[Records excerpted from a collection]

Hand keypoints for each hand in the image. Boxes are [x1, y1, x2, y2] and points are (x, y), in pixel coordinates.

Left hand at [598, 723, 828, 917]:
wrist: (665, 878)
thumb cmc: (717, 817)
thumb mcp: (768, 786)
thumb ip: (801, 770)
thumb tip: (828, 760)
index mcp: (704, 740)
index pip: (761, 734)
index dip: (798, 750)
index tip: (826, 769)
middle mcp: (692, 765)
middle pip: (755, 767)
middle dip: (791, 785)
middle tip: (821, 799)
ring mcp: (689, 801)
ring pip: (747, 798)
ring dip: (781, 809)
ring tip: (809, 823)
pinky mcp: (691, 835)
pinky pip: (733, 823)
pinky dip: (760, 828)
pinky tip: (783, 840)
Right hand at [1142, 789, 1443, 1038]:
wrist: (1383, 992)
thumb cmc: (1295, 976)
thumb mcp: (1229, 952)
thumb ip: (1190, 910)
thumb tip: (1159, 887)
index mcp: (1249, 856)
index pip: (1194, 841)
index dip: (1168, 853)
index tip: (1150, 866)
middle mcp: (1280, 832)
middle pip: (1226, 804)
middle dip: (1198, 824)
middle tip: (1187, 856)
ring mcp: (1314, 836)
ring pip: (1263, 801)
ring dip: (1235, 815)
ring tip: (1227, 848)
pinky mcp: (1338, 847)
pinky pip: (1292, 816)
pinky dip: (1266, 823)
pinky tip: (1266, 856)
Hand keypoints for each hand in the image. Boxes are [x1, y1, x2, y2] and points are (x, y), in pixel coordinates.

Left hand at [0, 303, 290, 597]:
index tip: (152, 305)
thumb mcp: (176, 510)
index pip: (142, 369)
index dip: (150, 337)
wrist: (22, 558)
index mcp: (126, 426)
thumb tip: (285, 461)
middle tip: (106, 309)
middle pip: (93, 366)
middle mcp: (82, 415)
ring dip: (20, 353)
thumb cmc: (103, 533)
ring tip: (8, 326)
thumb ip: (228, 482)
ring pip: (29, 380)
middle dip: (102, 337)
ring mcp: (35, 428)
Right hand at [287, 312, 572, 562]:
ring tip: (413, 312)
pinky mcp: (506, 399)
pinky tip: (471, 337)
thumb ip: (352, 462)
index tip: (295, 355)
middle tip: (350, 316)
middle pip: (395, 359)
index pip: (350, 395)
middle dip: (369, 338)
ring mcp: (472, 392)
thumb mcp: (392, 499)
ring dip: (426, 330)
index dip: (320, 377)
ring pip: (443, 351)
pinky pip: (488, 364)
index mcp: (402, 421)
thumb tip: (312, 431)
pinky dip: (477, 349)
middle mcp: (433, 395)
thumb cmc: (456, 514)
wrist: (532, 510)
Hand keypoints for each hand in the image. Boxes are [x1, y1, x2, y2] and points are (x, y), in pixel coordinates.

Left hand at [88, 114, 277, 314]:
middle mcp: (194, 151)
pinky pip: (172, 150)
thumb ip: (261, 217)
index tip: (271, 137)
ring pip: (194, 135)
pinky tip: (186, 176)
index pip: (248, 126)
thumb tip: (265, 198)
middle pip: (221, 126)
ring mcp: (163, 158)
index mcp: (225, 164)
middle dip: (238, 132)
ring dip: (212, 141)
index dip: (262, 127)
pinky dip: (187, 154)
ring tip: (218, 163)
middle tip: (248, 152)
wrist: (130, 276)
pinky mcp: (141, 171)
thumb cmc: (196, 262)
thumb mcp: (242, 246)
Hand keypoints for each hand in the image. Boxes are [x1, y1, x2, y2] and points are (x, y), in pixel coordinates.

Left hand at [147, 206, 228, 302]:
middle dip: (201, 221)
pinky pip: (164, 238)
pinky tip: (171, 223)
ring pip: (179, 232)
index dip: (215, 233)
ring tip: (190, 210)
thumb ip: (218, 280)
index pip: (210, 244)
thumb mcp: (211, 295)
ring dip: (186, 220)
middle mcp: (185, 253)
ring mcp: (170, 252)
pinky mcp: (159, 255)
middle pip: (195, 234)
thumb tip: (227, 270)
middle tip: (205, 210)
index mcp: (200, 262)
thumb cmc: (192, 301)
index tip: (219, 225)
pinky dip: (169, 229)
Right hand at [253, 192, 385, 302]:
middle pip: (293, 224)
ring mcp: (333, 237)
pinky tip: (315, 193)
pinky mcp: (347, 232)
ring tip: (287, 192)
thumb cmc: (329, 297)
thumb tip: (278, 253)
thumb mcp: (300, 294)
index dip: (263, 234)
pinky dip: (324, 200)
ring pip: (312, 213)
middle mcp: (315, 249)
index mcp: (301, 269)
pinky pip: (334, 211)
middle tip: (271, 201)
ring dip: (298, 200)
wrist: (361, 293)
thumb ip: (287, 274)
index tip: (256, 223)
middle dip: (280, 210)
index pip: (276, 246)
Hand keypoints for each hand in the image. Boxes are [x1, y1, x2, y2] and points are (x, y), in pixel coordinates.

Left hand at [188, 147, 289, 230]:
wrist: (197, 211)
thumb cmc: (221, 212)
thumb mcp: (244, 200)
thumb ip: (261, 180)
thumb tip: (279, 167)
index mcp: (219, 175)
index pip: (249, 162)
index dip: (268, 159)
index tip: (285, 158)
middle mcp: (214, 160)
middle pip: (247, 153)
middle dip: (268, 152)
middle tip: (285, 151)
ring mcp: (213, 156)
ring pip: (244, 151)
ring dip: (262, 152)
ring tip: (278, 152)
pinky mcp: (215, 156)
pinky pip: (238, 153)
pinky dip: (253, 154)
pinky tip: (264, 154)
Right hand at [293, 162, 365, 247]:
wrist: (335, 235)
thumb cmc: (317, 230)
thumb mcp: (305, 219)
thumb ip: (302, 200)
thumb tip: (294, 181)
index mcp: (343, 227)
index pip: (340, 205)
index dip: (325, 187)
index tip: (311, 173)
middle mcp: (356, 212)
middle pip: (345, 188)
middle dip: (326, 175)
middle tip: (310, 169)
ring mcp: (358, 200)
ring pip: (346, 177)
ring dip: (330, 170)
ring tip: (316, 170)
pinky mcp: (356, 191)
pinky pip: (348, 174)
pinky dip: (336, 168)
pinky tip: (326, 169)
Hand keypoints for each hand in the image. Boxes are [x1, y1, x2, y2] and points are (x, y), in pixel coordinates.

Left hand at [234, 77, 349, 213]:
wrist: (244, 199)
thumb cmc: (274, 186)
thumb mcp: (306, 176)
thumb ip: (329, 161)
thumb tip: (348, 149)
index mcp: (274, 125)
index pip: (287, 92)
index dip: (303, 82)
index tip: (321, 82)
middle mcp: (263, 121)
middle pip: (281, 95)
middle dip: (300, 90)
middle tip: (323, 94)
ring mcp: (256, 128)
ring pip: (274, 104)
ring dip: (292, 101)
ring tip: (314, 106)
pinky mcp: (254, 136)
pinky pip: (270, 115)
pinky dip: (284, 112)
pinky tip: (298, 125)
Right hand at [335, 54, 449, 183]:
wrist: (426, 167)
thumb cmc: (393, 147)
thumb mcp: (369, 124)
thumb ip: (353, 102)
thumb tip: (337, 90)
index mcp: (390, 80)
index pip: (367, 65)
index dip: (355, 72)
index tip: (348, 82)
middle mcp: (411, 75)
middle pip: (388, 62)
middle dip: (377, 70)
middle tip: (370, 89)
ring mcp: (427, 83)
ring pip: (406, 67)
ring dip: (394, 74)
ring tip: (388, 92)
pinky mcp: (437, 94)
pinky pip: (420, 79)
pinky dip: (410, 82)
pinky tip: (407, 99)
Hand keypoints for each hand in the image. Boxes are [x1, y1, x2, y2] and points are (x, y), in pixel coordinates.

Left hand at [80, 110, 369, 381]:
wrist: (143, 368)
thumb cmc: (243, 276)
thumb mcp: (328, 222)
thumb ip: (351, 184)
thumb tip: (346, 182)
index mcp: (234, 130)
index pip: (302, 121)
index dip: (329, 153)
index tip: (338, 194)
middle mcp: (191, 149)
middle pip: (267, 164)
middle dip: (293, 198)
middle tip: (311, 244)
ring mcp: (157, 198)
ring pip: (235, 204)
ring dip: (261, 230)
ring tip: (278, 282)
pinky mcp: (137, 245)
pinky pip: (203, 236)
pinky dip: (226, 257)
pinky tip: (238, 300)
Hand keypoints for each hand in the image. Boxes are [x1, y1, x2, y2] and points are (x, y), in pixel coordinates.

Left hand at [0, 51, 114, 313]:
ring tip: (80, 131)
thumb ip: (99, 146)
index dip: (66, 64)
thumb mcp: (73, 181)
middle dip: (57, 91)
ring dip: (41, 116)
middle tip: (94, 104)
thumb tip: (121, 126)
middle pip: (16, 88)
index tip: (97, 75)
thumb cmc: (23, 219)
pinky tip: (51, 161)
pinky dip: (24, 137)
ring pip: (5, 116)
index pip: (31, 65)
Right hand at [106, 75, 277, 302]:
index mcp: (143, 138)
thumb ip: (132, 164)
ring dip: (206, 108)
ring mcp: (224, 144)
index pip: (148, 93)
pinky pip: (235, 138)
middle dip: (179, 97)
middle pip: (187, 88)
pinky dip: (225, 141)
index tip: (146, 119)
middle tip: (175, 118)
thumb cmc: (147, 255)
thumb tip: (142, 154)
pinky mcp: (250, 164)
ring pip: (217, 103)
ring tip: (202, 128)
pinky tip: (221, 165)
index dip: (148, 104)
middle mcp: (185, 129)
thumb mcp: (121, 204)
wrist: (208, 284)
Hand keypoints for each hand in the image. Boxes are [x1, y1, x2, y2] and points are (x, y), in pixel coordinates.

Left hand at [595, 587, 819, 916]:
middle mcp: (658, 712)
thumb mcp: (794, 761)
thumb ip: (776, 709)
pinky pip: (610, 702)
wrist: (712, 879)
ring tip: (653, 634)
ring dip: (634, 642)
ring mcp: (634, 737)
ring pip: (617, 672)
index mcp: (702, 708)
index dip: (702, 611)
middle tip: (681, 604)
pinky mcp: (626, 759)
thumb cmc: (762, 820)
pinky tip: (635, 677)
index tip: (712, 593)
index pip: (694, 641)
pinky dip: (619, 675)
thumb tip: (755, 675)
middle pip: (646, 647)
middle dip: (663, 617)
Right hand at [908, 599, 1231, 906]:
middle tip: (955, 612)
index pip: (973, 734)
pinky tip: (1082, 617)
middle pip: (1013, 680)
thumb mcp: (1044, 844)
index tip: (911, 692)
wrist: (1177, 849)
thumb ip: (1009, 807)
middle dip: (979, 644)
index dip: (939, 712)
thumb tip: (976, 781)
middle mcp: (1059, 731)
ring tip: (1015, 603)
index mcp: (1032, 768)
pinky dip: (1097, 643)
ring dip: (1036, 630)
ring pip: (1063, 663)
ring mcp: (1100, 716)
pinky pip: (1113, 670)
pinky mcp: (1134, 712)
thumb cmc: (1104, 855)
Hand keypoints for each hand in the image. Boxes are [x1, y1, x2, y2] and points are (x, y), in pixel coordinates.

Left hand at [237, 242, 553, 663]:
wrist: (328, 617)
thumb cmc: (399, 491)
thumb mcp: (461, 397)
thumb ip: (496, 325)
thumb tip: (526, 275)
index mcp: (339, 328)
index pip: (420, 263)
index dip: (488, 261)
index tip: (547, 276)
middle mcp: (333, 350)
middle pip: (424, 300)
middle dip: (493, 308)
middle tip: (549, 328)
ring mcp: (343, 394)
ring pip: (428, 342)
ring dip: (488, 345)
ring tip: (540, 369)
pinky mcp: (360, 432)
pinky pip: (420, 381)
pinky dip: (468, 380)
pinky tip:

=== ASSIGNMENT ===
Write only the number of lines in the entries where the string "Right" occurs.

=== RESPONSE FOR THIS EXERCISE ===
7